3. ARRECADAÇÃO TRIBUTÁRIA ESTATAL E FEDERAL
3.1. O IMPOSTO ÚNICO SOBRE A ENERGIA ELÉTRICA – IUEE
O primeiro texto da lei brasileira sobre energia elétrica é o artigo 23 da Lei nº 1145/1903, regulamentado pelo decreto nº 5.407/1904, onde, dentre vários princípios, se situa o princípio tributário de que as concessões serão livres de quaisquer ônus estaduais ou municipais e de direitos aduaneiros.[36]
Nova legislação relevante veio em 1934 com o Código das Águas, sendo a partir daí o marco para inúmeros decretos regulamentares sobre o setor elétrico e de fato a preocupação política sobre o tema.
O imposto único sobre energia elétrica foi mencionado na constituição de 1946[37] e, no âmbito infraconstitucional, é instituído pela Lei nº 2.308/1954, imposto este cobrado pela União em forma de imposto de consumo e pago por quem utilizasse eletricidade.[38] O imposto único foi acolhido no Código Tributário nacional, sendo denominado de imposto especial.
Esta lei representava a complementação do preceito constitucional de 1946 relativo à forma do imposto único que incidia sobre a energia elétrica, segundo o artigo 15, III, par. 2º, de maneira a ser arrecada pela União e parte da renda (60%) seria entregue aos Estados e Municípios.[39] [40]

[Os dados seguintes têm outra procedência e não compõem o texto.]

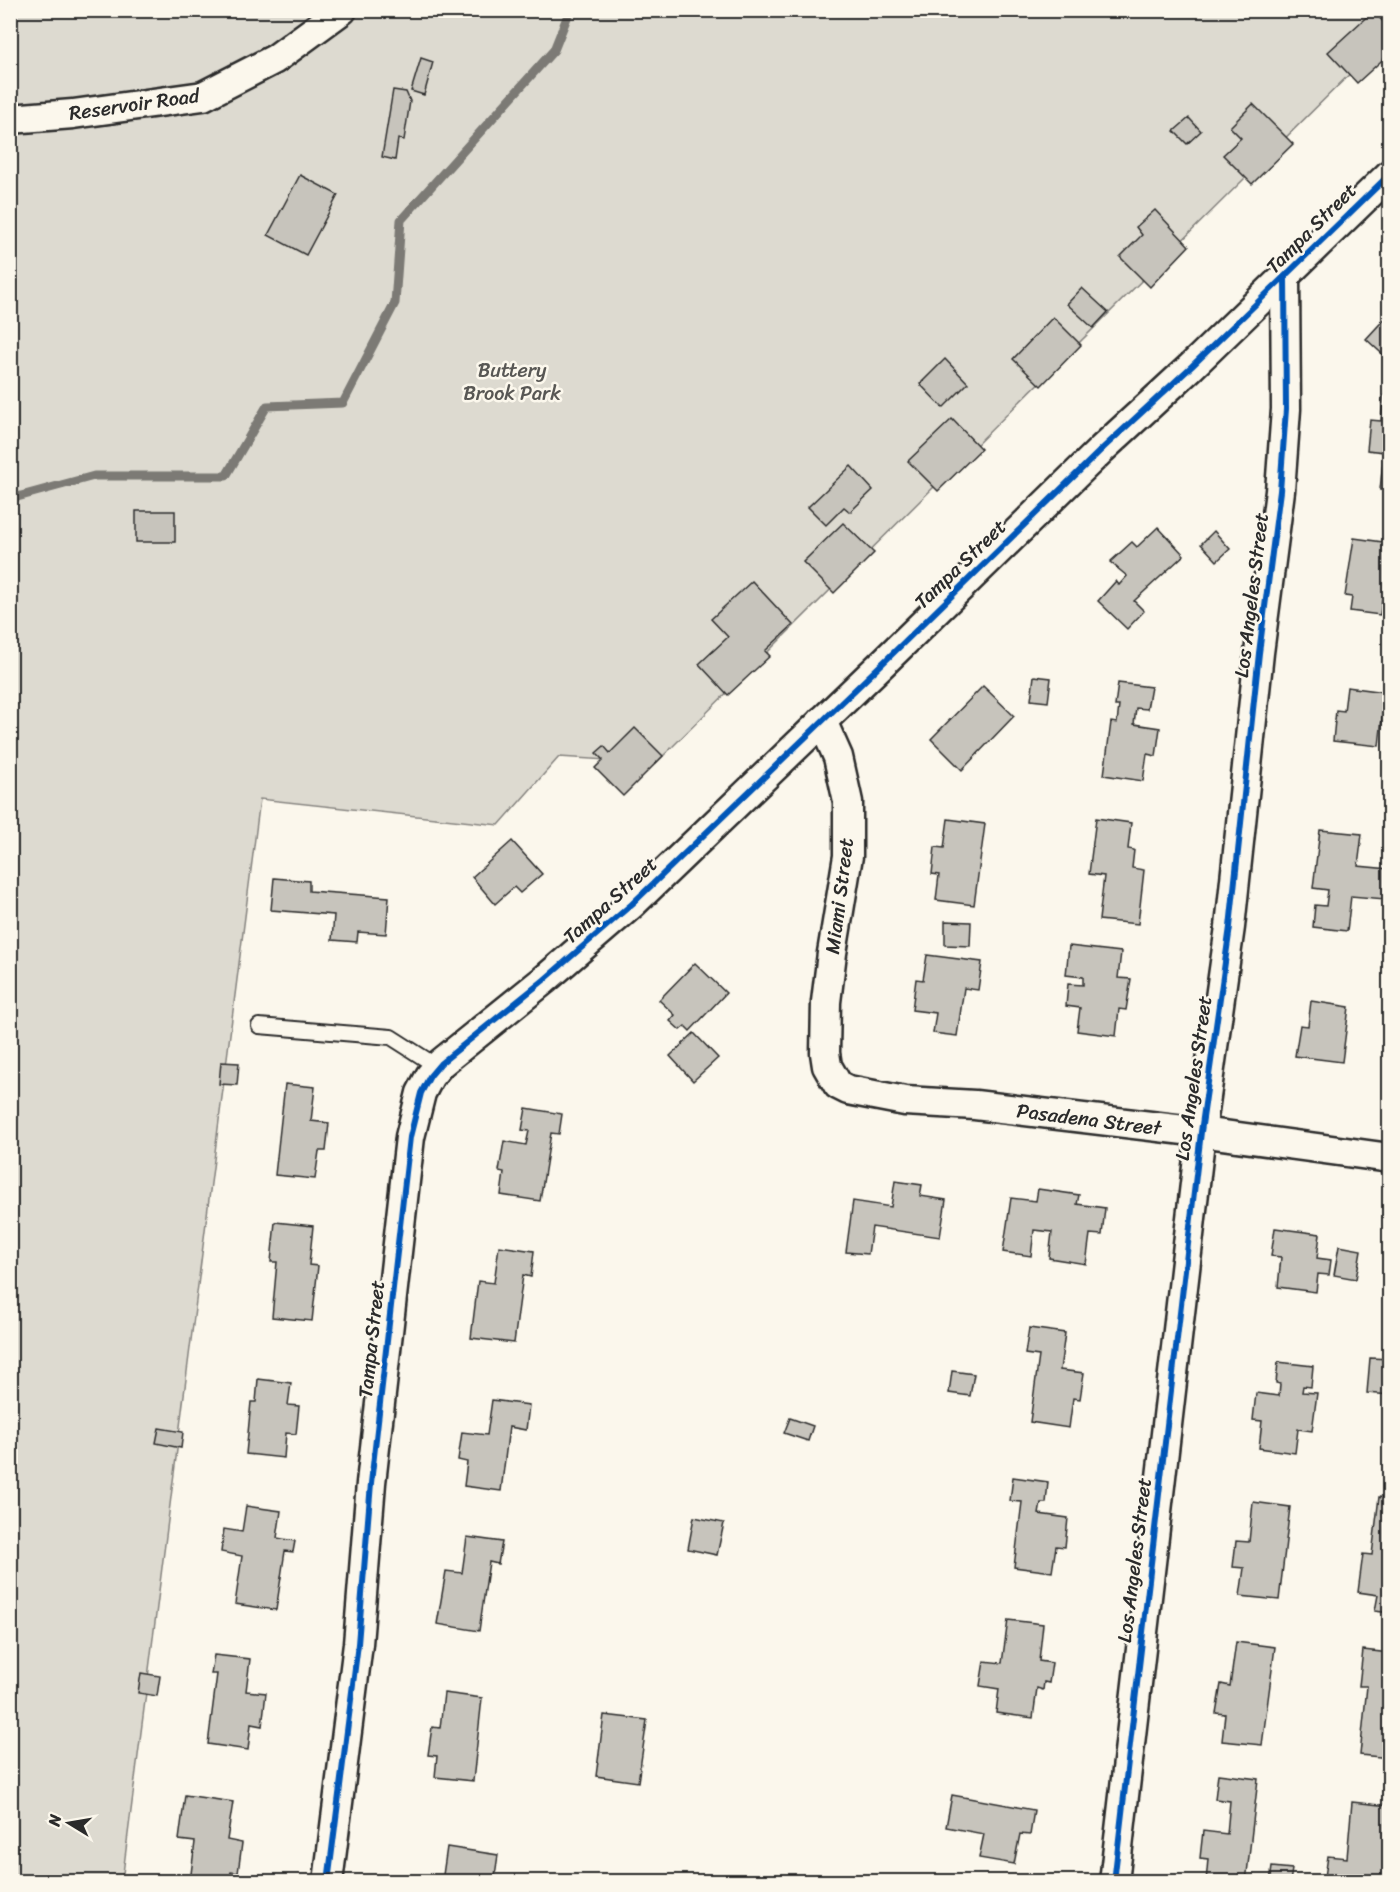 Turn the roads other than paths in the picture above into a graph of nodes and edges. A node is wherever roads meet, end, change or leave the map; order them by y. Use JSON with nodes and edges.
{"nodes":[{"id":1,"x":342,"y":10,"type":"edge"},
{"id":2,"x":10,"y":119,"type":"edge"},
{"id":3,"x":1389,"y":174,"type":"edge"},
{"id":4,"x":1285,"y":277,"type":"junction"},
{"id":5,"x":822,"y":721,"type":"junction"},
{"id":6,"x":259,"y":1026,"type":"dead end"},
{"id":7,"x":438,"y":1067,"type":"junction"},
{"id":8,"x":831,"y":1074,"type":"joint"},
{"id":9,"x":1201,"y":1132,"type":"junction"},
{"id":10,"x":1389,"y":1158,"type":"edge"},
{"id":11,"x":328,"y":1881,"type":"edge"},
{"id":12,"x":1114,"y":1881,"type":"edge"}],
"edges":[{"from":1,"to":2,"type":"street","name":"Reservoir Road"},
{"from":3,"to":4,"type":"street","name":"Tampa Street"},
{"from":4,"to":5,"type":"street","name":"Tampa Street"},
{"from":4,"to":9,"type":"street","name":"Los Angeles Street"},
{"from":5,"to":7,"type":"street","name":"Tampa Street"},
{"from":5,"to":8,"type":"street","name":"Miami Street"},
{"from":6,"to":7,"type":"lane"},
{"from":7,"to":11,"type":"street","name":"Tampa Street"},
{"from":8,"to":9,"type":"street","name":"Pasadena Street"},
{"from":9,"to":10,"type":"street","name":"Pasadena Street"},
{"from":9,"to":12,"type":"street","name":"Los Angeles Street"}]}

Cabível destacar que a Lei nº 2.308/54 traz à tona que o imposto único era sobre o consumo[41] e que abrangia todos os demais tributos relacionados à eletricidade[42], com exclusão dos consumidores industriais, que foram isentos de tal pagamento.

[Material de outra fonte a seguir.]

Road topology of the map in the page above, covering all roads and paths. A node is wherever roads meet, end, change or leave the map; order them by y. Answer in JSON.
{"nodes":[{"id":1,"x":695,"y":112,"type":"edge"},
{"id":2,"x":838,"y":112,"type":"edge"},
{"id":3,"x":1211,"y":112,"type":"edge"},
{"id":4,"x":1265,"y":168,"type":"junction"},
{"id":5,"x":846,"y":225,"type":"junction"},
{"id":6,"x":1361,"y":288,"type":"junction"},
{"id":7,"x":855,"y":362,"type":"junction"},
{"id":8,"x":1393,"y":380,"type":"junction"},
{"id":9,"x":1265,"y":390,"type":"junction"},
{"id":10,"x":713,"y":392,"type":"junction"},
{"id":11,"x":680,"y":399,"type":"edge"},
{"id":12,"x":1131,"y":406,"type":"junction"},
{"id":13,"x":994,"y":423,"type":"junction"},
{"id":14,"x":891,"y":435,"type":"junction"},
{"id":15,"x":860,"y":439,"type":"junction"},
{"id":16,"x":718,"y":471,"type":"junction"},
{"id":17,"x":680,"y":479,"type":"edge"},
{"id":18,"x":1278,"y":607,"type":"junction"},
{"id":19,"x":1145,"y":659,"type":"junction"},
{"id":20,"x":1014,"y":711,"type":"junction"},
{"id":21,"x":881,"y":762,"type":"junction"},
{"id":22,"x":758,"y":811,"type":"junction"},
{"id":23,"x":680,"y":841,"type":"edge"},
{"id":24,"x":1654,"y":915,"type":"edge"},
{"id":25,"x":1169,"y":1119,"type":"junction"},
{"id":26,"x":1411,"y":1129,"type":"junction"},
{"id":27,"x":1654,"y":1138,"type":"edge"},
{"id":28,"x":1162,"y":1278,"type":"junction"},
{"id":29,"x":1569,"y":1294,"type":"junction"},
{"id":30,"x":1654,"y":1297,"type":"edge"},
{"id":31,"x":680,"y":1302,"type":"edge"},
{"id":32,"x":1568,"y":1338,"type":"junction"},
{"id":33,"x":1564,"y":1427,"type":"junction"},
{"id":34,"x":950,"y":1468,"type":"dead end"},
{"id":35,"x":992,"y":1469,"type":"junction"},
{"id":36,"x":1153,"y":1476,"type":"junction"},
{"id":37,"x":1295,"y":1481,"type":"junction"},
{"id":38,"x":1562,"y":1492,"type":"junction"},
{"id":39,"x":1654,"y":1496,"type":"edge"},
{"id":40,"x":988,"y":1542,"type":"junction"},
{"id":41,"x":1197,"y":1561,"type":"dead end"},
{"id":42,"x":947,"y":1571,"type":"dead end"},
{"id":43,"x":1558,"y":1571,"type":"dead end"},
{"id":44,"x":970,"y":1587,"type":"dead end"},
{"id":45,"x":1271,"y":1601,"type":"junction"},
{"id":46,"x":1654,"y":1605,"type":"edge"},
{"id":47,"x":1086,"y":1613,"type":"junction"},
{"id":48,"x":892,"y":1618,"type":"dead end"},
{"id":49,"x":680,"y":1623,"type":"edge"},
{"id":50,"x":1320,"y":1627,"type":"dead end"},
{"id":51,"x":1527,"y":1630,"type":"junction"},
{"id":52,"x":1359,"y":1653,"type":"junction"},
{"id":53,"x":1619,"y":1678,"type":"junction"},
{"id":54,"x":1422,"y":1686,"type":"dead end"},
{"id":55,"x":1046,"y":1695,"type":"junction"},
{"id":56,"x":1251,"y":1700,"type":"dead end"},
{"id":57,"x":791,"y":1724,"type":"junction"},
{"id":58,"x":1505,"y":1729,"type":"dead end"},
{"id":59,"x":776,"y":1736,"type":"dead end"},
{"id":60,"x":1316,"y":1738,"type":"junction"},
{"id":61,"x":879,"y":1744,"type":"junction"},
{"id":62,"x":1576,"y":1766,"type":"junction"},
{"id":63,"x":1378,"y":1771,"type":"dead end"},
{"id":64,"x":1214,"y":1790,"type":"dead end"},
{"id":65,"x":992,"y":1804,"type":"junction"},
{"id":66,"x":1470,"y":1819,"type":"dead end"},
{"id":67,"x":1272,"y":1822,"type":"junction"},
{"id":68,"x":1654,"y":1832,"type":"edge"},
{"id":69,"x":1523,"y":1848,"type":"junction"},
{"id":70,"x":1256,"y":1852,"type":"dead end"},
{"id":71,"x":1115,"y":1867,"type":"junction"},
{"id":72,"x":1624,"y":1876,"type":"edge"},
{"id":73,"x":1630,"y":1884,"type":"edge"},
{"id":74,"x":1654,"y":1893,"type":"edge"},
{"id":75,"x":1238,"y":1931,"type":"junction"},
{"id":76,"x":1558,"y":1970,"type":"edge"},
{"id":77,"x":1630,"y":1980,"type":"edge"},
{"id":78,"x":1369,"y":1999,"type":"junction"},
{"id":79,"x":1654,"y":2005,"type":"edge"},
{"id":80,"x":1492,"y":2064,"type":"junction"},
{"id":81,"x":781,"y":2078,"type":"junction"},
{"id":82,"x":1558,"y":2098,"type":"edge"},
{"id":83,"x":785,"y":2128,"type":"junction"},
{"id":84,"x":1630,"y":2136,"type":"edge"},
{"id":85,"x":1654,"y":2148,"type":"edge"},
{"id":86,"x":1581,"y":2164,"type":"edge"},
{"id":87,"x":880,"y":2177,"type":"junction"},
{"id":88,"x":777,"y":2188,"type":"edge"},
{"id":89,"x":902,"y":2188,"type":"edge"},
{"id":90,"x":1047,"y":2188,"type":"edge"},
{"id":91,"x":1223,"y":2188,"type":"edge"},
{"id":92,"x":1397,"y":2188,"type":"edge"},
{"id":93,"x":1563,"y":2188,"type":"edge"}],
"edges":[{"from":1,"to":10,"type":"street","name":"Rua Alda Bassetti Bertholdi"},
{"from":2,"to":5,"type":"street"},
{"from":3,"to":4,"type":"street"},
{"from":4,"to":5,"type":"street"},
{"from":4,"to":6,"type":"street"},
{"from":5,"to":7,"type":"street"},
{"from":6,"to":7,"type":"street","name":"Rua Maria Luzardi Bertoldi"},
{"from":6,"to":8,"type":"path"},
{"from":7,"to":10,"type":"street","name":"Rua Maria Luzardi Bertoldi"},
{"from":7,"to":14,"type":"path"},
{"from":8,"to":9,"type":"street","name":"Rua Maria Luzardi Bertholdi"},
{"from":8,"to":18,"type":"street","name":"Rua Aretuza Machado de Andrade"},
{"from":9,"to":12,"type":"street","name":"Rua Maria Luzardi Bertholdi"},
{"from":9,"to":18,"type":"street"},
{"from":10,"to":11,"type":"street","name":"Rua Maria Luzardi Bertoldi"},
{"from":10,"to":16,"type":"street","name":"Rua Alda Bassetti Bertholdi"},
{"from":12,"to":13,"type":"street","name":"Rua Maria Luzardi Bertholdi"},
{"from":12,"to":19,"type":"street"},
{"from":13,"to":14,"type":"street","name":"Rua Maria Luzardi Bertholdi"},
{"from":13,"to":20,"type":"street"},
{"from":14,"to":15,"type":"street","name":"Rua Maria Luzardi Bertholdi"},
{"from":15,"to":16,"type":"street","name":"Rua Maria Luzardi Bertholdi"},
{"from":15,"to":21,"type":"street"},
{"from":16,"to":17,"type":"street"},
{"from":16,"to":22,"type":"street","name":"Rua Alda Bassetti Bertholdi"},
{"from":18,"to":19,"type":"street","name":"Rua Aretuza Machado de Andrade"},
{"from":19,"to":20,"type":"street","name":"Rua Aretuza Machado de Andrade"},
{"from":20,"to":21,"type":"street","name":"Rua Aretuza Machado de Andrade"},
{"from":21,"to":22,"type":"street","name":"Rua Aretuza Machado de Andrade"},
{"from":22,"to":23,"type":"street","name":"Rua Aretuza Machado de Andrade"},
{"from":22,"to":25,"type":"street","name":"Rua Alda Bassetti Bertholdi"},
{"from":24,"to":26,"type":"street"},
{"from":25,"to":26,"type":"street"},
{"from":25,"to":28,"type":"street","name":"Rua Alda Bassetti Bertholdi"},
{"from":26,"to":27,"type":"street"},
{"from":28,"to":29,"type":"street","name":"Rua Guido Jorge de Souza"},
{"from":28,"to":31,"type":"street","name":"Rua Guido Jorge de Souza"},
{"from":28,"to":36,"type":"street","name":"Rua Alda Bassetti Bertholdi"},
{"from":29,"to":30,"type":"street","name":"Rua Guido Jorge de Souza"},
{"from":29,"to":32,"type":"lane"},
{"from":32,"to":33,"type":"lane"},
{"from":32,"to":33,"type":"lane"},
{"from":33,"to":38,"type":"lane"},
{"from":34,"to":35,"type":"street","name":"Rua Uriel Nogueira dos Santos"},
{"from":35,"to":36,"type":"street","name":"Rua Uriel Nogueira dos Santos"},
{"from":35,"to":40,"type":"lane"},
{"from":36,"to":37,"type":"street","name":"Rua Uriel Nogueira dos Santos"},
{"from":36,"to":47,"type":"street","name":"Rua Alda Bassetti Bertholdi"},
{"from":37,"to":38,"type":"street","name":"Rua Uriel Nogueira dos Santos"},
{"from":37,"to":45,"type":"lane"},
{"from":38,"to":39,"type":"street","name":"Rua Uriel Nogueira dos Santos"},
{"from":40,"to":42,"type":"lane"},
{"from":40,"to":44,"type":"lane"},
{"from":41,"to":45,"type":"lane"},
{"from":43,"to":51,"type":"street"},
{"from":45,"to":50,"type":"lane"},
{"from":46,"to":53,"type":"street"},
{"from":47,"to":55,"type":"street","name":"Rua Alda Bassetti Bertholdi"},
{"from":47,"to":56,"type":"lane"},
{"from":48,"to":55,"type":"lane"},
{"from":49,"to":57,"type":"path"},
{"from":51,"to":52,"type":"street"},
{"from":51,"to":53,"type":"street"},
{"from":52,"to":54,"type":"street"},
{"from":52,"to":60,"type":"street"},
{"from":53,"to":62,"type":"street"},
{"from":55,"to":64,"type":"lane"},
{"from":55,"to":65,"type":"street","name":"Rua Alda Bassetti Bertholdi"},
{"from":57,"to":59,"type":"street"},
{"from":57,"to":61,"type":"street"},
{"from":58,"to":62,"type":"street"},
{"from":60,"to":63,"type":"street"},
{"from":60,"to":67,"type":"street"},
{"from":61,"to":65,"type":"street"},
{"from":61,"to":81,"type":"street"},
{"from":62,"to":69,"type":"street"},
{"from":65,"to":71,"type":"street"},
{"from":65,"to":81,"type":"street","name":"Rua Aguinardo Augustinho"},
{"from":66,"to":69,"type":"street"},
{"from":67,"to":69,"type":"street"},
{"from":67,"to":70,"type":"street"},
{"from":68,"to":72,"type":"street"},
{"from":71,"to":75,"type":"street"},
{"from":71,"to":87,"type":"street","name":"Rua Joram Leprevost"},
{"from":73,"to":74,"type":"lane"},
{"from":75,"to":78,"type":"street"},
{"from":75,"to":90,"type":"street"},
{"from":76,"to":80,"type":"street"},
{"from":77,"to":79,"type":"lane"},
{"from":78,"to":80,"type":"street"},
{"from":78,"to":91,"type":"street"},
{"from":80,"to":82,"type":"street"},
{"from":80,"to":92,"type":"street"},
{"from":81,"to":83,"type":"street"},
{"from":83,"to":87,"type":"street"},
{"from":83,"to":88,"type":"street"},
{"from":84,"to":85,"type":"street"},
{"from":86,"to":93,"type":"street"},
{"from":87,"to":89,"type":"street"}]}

Assim, alguns doutrinadores da época, dentre eles Rubens Gomes de Souza, indicavam que a palavra “imposto” do texto constitucional de 1946 mencionada na alínea III do artigo 15, combinada com a palavra “tributação” do mesmo artigo, significava que o “imposto único” teria a natureza e o alcance de uma tributação única sob a forma de imposto e que essa tributação única seria, necessariamente, excludente da incidência de outras figuras tributárias.[43]

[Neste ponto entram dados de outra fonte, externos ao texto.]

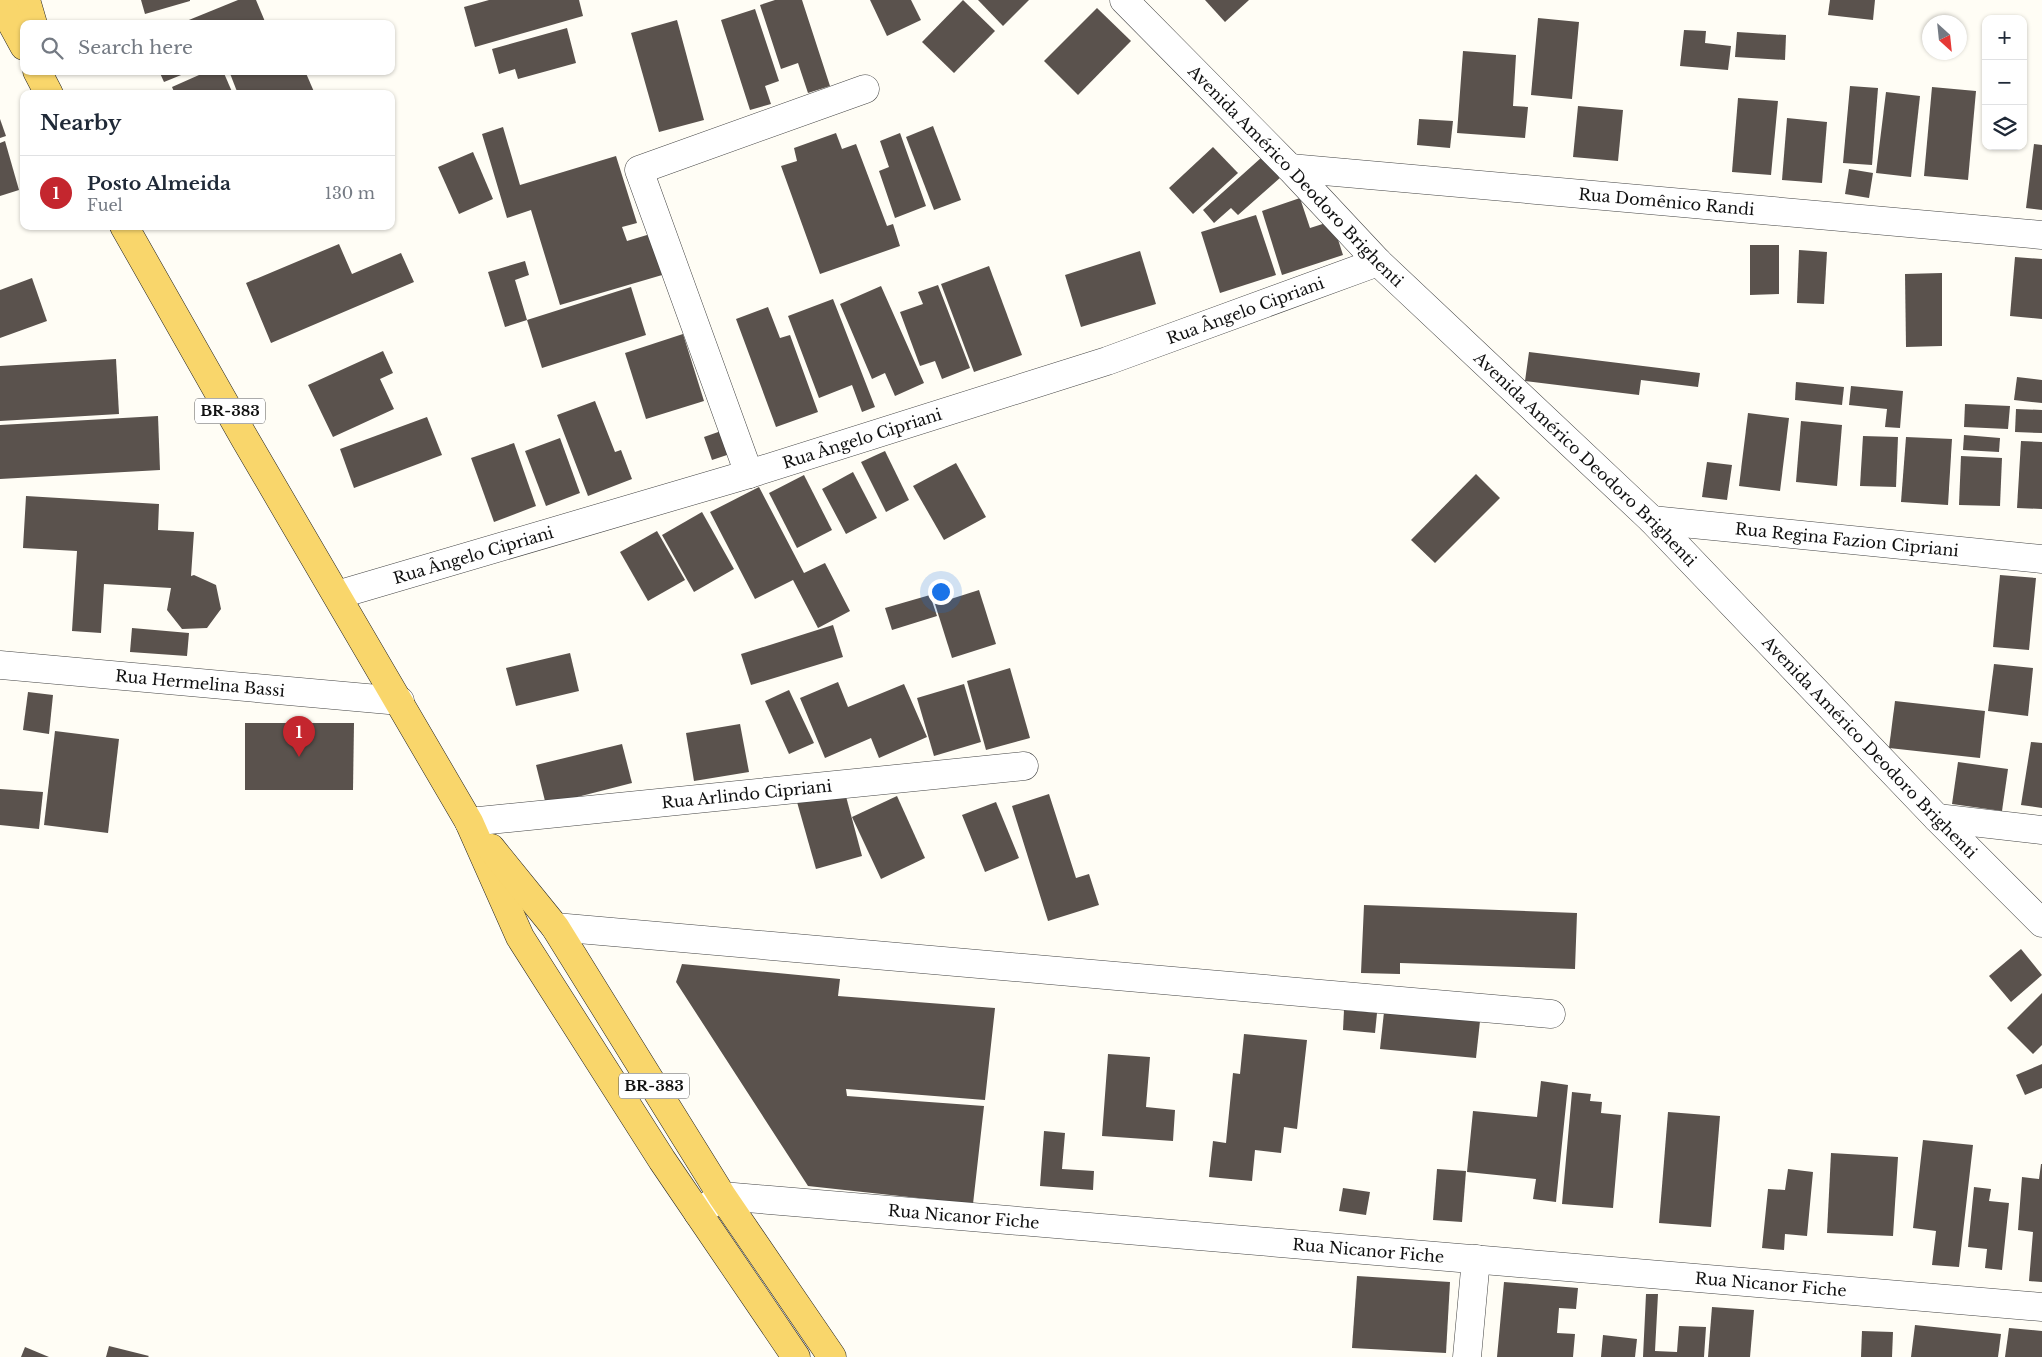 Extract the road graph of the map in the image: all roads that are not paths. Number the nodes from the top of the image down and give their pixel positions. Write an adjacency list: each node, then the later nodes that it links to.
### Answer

A incidência do imposto único era feita mediante a aplicação de uma percentagem sobre uma tarifa fiscal definida pela Lei nº 4.156/1962 e tal tarifa seria fixada pelo Ministério das Minas e Energia, sendo oficializada pelo Ministério da Fazenda.
Referida tarifa correspondia ao quociente do valor em moeda da época da energia vendida no país, em determinado mês, pelo volume de KW/h de energia elétrica consumida naquele mês.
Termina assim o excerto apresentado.